● **Task brief**: From the records below, return every line containing the word "Bammer".

● **Data under study**:
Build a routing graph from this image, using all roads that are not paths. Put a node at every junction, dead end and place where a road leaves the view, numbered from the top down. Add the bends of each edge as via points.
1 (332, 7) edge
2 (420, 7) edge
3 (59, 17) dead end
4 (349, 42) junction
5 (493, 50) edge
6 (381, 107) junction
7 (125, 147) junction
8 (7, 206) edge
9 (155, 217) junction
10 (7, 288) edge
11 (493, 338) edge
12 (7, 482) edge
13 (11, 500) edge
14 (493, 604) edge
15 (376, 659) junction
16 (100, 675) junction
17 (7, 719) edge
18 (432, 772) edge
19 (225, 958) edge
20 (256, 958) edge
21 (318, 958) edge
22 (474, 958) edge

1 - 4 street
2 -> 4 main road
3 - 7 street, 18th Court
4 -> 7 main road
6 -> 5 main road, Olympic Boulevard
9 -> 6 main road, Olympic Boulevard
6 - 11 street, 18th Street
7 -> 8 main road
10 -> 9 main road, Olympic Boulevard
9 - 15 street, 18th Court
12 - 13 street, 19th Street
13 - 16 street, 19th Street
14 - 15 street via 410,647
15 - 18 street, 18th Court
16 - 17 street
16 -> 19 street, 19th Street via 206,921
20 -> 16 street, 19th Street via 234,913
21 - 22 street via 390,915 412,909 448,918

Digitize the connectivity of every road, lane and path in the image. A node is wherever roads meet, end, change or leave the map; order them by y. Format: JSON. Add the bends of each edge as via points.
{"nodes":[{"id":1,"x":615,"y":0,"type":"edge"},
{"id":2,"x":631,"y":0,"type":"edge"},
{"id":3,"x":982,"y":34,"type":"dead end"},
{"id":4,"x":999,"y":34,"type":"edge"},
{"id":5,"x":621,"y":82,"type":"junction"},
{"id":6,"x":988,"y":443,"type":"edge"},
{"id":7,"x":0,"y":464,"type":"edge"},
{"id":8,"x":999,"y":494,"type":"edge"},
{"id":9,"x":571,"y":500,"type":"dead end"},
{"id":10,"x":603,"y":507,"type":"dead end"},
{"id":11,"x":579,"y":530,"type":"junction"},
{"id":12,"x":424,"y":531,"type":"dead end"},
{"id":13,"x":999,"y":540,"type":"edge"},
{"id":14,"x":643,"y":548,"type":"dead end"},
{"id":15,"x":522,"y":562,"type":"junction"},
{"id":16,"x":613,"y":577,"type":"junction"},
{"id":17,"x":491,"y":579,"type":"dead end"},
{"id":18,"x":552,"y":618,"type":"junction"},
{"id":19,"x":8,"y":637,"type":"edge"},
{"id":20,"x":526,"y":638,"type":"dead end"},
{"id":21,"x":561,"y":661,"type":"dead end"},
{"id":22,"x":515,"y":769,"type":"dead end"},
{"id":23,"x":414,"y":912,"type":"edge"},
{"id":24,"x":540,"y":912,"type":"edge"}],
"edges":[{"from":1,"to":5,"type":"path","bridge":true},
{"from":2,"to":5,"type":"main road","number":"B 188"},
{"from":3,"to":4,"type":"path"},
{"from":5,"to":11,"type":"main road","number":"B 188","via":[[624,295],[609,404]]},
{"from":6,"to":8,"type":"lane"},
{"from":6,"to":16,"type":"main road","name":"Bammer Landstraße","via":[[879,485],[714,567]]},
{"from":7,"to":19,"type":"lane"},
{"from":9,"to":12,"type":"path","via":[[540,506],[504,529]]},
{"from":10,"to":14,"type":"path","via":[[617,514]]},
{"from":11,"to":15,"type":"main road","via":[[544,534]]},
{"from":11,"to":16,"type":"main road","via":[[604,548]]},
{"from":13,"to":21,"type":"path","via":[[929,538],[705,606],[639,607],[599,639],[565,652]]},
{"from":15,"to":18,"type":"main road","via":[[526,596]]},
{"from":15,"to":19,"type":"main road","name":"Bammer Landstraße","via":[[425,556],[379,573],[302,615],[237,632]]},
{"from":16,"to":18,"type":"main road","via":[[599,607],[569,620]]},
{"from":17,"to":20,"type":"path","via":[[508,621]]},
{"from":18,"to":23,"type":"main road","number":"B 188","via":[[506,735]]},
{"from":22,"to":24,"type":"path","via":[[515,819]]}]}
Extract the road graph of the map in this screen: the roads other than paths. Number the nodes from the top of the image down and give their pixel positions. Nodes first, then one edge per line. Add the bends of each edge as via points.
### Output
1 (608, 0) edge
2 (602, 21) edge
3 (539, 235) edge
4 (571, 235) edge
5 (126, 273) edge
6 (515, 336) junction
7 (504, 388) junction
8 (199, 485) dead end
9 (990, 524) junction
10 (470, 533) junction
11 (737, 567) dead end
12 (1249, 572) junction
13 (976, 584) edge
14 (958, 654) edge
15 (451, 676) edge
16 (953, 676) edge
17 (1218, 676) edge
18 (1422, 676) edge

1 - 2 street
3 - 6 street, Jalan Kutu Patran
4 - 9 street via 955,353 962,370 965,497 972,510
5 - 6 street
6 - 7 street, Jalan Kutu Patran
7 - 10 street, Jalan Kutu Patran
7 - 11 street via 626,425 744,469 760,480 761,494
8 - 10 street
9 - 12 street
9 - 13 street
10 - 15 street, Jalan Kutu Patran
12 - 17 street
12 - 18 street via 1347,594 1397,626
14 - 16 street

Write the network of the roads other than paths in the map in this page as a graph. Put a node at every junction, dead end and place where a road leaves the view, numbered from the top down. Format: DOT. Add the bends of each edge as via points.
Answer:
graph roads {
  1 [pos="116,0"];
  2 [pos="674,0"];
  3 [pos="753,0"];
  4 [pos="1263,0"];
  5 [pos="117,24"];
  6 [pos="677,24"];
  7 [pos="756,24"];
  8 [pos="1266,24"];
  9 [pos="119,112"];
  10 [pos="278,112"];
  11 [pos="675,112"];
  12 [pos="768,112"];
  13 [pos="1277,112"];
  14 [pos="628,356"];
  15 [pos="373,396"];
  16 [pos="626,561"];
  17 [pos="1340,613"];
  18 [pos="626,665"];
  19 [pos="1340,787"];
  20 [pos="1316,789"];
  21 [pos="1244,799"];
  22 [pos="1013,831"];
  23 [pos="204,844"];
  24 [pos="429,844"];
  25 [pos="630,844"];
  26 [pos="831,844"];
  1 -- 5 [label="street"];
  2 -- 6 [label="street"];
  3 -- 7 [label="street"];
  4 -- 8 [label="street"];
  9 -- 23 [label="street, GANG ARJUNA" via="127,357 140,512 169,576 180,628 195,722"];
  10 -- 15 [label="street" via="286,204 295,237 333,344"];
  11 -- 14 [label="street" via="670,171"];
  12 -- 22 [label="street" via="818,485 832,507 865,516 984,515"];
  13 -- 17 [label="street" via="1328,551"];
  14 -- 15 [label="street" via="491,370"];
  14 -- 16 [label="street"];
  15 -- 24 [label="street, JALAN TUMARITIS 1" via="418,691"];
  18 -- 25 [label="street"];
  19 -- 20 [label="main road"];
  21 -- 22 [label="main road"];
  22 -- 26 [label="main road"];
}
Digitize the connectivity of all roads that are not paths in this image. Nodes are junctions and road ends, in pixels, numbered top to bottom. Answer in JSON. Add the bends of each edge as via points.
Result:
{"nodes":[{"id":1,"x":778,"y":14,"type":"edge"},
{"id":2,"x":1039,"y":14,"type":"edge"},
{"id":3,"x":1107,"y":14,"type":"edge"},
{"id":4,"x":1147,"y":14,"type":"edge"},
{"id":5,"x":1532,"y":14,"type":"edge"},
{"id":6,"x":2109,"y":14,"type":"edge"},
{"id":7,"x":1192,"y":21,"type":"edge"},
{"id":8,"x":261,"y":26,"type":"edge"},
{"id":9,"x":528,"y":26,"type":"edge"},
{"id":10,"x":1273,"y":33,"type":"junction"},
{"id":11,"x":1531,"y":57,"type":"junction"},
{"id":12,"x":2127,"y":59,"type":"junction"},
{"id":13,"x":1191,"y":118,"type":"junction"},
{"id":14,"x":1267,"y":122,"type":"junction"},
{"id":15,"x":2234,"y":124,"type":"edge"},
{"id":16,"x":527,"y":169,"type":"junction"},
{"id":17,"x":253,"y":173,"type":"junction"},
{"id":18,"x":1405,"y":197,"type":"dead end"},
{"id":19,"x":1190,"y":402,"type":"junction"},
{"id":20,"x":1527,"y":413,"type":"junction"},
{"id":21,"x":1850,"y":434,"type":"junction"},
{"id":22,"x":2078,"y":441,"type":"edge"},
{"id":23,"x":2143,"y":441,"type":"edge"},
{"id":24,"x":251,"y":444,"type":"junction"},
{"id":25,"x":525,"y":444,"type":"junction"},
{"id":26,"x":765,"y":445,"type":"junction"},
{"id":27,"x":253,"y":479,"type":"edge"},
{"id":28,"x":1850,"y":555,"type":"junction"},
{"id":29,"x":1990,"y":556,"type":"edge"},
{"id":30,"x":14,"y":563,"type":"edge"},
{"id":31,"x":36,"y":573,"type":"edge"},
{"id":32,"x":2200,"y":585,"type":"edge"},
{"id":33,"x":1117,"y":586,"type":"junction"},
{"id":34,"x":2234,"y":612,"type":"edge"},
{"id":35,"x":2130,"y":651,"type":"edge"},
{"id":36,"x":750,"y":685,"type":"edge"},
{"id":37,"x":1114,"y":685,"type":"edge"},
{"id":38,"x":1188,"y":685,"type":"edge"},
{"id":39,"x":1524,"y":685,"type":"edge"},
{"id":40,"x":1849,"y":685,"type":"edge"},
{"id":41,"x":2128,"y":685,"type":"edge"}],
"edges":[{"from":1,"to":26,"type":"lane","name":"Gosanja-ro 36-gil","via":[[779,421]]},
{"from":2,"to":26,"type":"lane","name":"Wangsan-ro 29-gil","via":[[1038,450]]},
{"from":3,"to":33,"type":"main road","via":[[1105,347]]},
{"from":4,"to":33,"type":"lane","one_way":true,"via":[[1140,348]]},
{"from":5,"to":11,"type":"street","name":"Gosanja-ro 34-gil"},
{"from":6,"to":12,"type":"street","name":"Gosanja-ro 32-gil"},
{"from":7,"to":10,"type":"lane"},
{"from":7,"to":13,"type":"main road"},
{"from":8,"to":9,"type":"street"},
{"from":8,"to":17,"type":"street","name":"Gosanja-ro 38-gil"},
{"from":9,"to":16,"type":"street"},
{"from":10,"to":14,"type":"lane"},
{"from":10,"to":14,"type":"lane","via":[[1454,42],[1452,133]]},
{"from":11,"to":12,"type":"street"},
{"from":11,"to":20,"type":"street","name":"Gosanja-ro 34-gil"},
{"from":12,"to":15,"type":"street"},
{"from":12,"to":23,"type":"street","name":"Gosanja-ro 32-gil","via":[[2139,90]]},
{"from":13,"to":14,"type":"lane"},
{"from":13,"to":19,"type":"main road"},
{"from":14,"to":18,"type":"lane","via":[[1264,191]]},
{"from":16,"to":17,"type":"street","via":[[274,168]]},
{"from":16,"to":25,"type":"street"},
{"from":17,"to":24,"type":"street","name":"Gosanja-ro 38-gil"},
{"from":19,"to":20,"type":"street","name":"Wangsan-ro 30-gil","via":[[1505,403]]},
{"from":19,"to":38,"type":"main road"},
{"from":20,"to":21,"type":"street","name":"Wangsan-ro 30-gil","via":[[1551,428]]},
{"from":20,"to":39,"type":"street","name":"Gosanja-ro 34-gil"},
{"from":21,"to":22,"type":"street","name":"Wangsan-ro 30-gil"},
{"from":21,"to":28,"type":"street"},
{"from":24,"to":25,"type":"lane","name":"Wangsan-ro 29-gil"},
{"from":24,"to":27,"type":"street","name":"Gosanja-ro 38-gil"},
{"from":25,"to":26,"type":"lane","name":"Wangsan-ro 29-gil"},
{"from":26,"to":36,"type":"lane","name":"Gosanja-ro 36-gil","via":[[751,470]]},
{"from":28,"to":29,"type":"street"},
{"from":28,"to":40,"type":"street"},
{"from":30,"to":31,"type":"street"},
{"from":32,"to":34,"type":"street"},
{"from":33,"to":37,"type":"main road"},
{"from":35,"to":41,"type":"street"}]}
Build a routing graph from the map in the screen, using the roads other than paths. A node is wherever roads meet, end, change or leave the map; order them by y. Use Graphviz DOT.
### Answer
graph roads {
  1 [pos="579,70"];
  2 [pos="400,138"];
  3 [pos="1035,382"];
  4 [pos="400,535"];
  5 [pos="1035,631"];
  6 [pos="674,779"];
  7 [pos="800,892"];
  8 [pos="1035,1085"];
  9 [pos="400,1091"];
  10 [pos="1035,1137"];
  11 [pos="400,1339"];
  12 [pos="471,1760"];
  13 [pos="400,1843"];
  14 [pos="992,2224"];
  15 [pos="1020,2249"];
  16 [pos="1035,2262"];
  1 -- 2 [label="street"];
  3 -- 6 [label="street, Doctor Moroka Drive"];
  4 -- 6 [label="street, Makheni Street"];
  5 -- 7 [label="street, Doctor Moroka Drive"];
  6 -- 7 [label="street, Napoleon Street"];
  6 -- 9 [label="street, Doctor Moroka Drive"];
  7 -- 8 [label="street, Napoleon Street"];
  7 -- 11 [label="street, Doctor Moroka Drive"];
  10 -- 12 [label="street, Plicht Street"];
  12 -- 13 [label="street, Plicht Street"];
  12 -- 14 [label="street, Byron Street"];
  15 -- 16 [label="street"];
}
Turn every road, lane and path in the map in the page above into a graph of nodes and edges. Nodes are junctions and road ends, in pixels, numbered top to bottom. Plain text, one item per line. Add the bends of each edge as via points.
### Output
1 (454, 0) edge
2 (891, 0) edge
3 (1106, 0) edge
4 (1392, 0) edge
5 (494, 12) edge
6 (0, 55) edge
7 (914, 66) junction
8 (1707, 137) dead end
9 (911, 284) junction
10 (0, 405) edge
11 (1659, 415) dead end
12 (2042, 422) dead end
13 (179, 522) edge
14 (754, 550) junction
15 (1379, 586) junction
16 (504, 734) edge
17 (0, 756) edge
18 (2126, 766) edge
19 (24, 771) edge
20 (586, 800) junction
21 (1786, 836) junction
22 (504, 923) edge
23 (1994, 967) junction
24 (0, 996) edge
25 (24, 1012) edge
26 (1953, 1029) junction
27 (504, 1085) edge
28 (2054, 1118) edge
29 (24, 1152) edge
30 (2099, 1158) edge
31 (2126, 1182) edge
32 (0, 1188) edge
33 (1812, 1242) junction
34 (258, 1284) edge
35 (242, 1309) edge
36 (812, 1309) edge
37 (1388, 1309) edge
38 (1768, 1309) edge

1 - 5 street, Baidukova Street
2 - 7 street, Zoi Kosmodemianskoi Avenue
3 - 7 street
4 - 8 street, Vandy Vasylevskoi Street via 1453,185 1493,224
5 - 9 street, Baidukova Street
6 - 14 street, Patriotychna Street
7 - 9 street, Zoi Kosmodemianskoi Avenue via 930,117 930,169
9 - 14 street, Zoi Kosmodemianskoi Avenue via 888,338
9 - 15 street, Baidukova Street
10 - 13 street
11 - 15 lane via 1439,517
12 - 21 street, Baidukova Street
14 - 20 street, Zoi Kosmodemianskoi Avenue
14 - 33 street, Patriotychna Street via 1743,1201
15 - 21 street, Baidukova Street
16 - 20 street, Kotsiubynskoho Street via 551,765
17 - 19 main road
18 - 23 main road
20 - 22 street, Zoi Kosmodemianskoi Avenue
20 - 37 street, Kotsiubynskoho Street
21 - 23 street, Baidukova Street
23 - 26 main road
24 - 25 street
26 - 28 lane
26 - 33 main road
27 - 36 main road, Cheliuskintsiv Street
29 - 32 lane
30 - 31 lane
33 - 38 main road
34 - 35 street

● **Problem solution**:
{"from":6,"to":16,"type":"main road","name":"Bammer Landstraße","via":[[879,485],[714,567]]},
{"from":15,"to":19,"type":"main road","name":"Bammer Landstraße","via":[[425,556],[379,573],[302,615],[237,632]]},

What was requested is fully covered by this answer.